No Rust toolchain is needed system-wide; the flake pins it.

Layout

Path Purpose
flake.nix Dev shell, binary packages, and Docker images — all from one pinned toolchain
rust-toolchain.toml Pins the compiler (stable + clippy/rustfmt/rust-src) and the static musl target
Cargo.toml Workspace root (members + shared release profile)
crates/caos/ The caos crate: shared lib.rs + caos and caos-cli binaries
crates/server/ The server crate → caos-server
crates/worker-*/ The worker crates
Tiltfile, build-builtins.sh, test-*.sh Local dev + integration tests

Development

Enter a shell with the pinned rustc, cargo, clippy, rustfmt, plus rust-analyzer, cargo-watch, and tilt:

nix develop

Inside it, use Cargo as normal (cargo build, cargo run, cargo test). Run lint/format/test the way CI does with nix flake check.

Nix flakes only see files tracked by git (uncommitted edits to tracked files are included, but new files are not). After adding a new source file, git add it before building.

Building

nix build .#caos              # ./result/bin/{caos,caos-cli}
nix build .#server            # ./result/bin/server

Binaries are statically linked against musl — no shared-library dependencies.

Docker images (crates are unprefixed; images carry a caos- prefix):

nix build .#caos-server-docker            # image tarball at ./result
nix build .#caos-worker-base-docker
nix build .#caos-worker-hello-docker      # ...-fold, -file-count, -deep-deps, -rustc, -bash

docker load < result

Or build and load into the local docker daemon in one step (streamed, nothing large written to the Nix store):

nix run .#load-caos-server
nix run .#load-caos-worker-hello          # load-caos-worker-{base,fold,...}

Worker images contain only their static /worker binary plus a setuid-root /bin/caos, the worker user (uid 1000), and a writable /tmp — no shell, no libc, no /nix/store. The caos-server image is not minimal: it bundles the docker client, git, and tar, and expects the host's docker socket.

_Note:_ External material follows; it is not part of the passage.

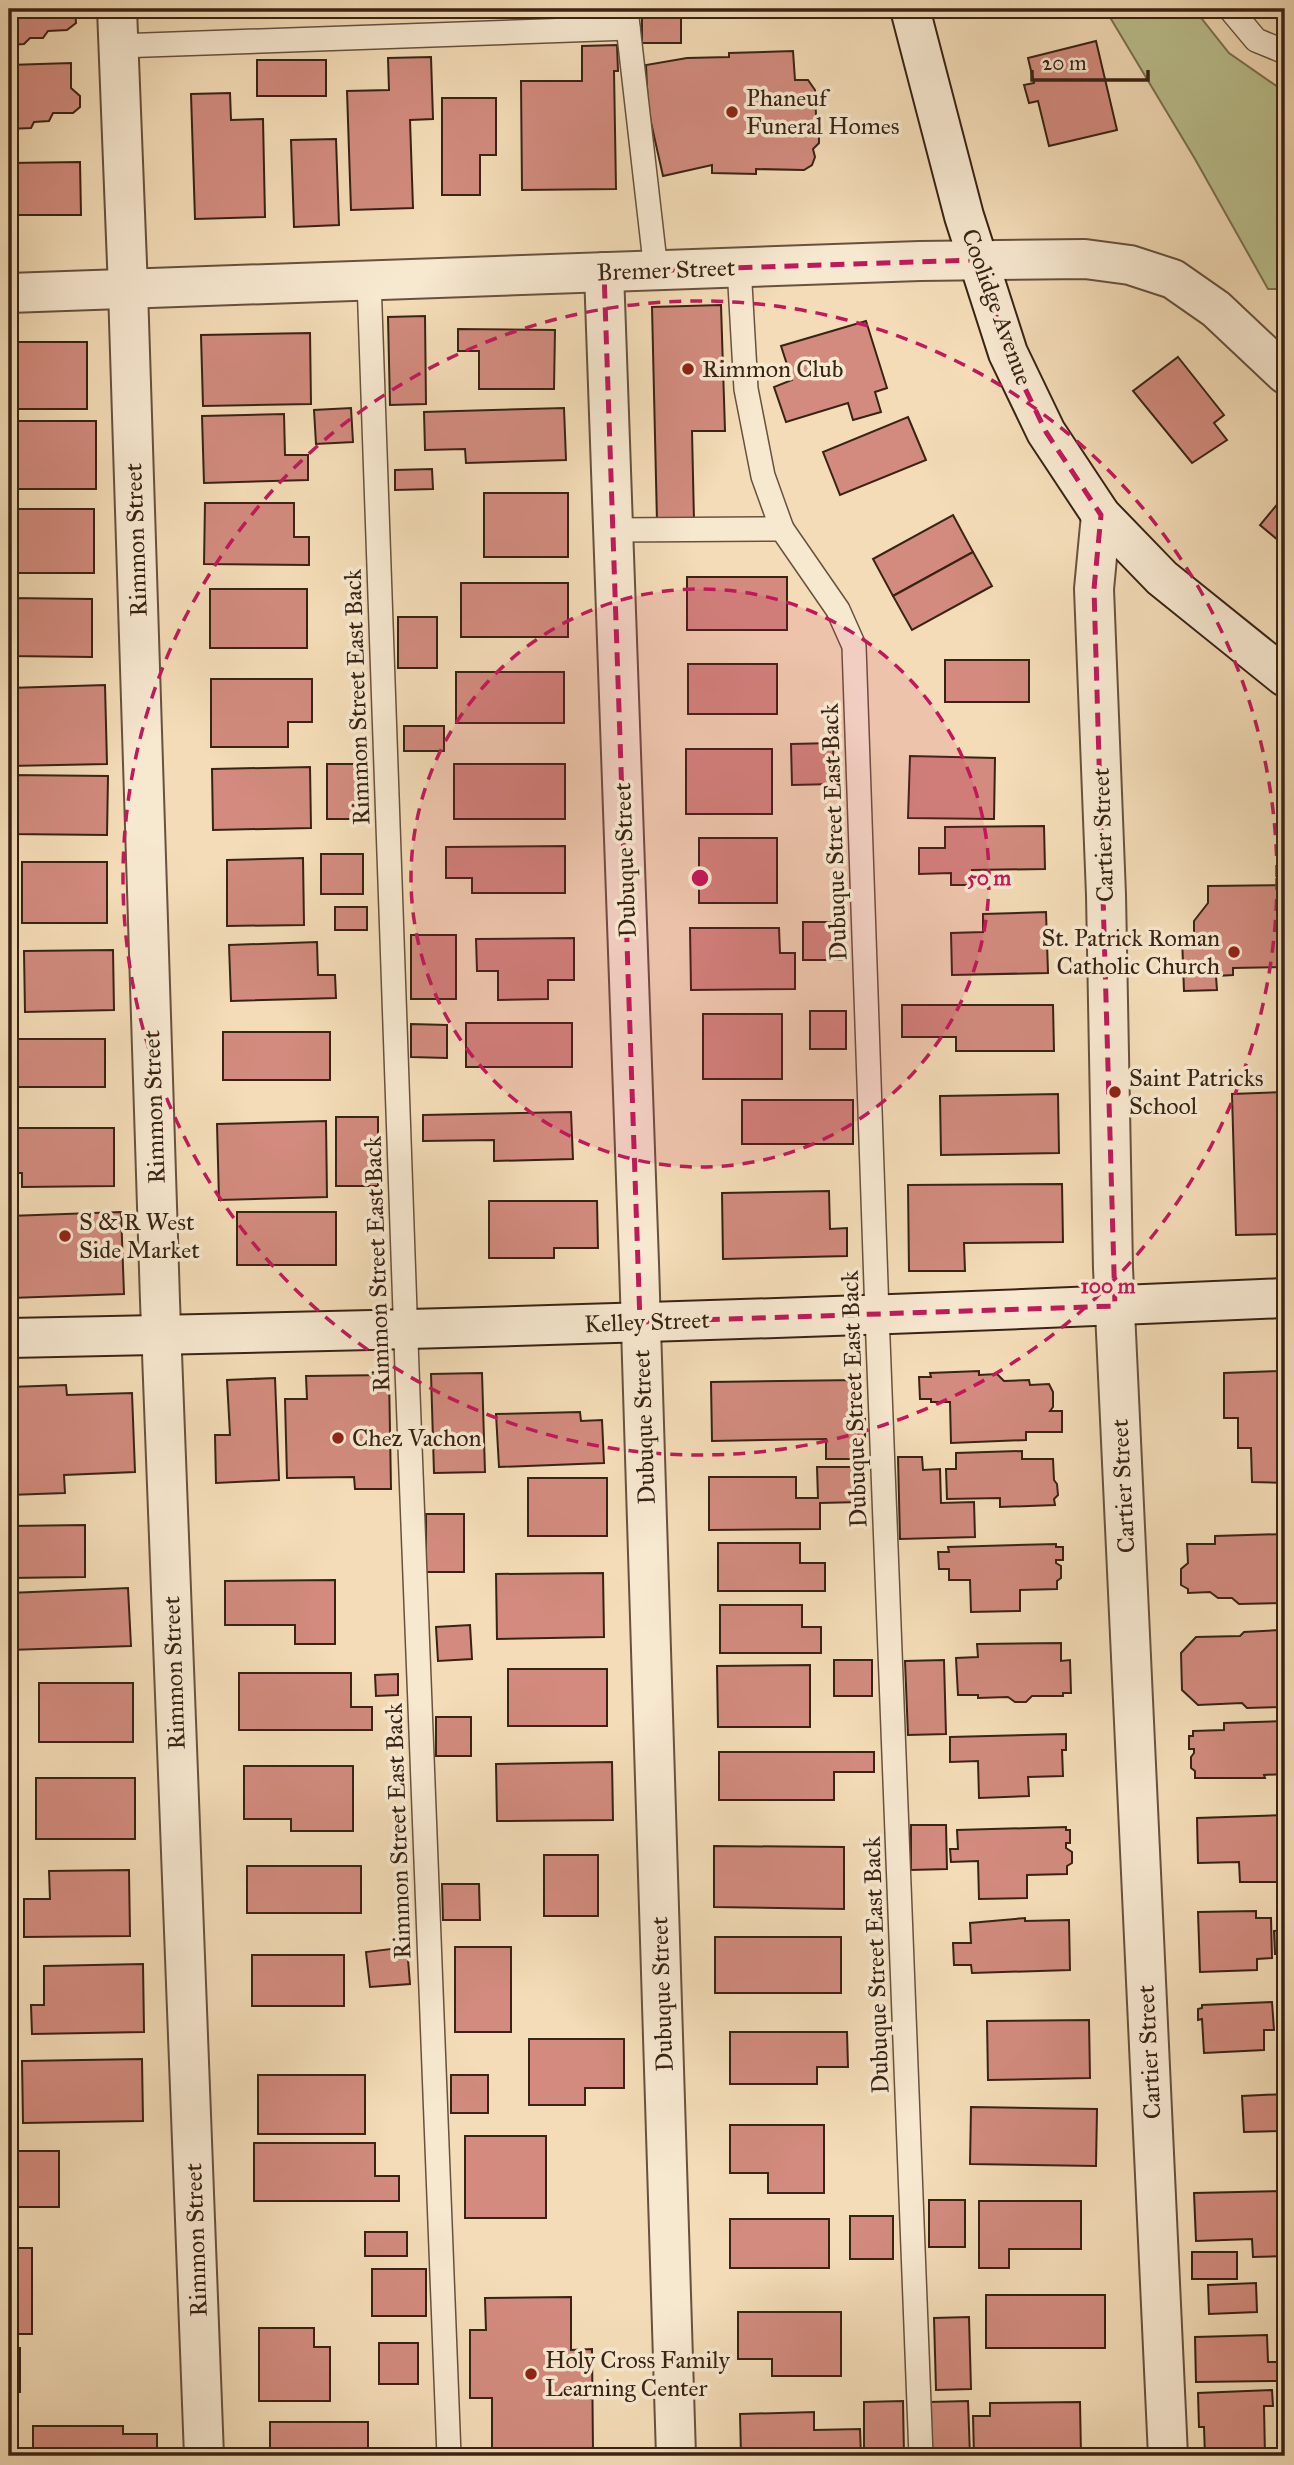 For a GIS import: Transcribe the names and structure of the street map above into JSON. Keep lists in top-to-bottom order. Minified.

Docker images are Linux-only. On macOS, build the *-docker outputs via a remote/linux builder; the binaries and dev shell build natively.

The big picture

  • A server holds the canonical CAS and runs compute. It exposes three faces over one URL: an HTTP object API (/object), an HTTP compute trigger (/run), and a git smart-HTTP transport over its own repo.
  • A worker is a container the server runs. It reaches the server over HTTP, reading inputs from and writing results to a per-run /cas directory through the setuid caos binary.
  • A user drives it all with caos-cli from inside a git working tree that has the server configured as a remote named caos. Objects are built locally and exchanged with the server by negotiated git push/fetch, so passing a large, mostly-unchanged tree only transfers the delta.

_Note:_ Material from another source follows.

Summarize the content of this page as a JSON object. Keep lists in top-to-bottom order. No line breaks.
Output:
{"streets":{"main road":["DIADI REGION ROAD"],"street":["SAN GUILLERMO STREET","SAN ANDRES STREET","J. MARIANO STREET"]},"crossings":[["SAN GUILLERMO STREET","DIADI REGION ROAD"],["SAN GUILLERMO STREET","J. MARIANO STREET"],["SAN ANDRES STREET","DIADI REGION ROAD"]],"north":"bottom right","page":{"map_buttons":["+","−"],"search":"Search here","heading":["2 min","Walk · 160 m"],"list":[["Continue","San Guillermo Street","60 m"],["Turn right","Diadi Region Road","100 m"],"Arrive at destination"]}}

Everything — an input file, a worker image, a result — is a git object named by its hash, so identical work is deduplicated and memoized.

server

One daemon (crates/server), image caos-server, serving everything over a single URL. It backs onto a git repository it owns (mounted at /git); in dev, Tilt creates a dedicated bare repo for it (see local testing).

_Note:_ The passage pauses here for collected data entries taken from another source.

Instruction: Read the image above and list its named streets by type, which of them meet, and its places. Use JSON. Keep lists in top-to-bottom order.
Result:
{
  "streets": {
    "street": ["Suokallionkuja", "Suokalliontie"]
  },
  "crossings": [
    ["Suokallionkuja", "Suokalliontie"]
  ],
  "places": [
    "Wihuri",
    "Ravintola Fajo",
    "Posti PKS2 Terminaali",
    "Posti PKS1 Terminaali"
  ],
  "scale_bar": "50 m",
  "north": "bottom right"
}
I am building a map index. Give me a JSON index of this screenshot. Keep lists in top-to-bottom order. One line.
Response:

It serves requests concurrently — one thread per request — which is required, not just an optimization: a worker can call back into /run (the fold worker recurses), and that nested request must be served while the parent's is still blocked on the docker run it spawned. A serial loop, or a pool shallower than the deepest tree, would deadlock.

Request Behaviour
GET /object/<hash> Return the serialized object (<type> <size>\0<content>, the bytes git hashes). 400 if malformed, 404 if absent.
POST /object/ Store the serialized object in the body, return its git hash. Content-addressed, so idempotent.
GET /run?req=<reqHash>[&stack=…] Run the request object <reqHash> and return "<type> <hash>" (the result). See compute.
GET /info/refs?service=…, POST /git-upload-pack, POST /git-receive-pack Git smart-HTTP, delegated to git http-backend — this is the caos remote clients push to and fetch from.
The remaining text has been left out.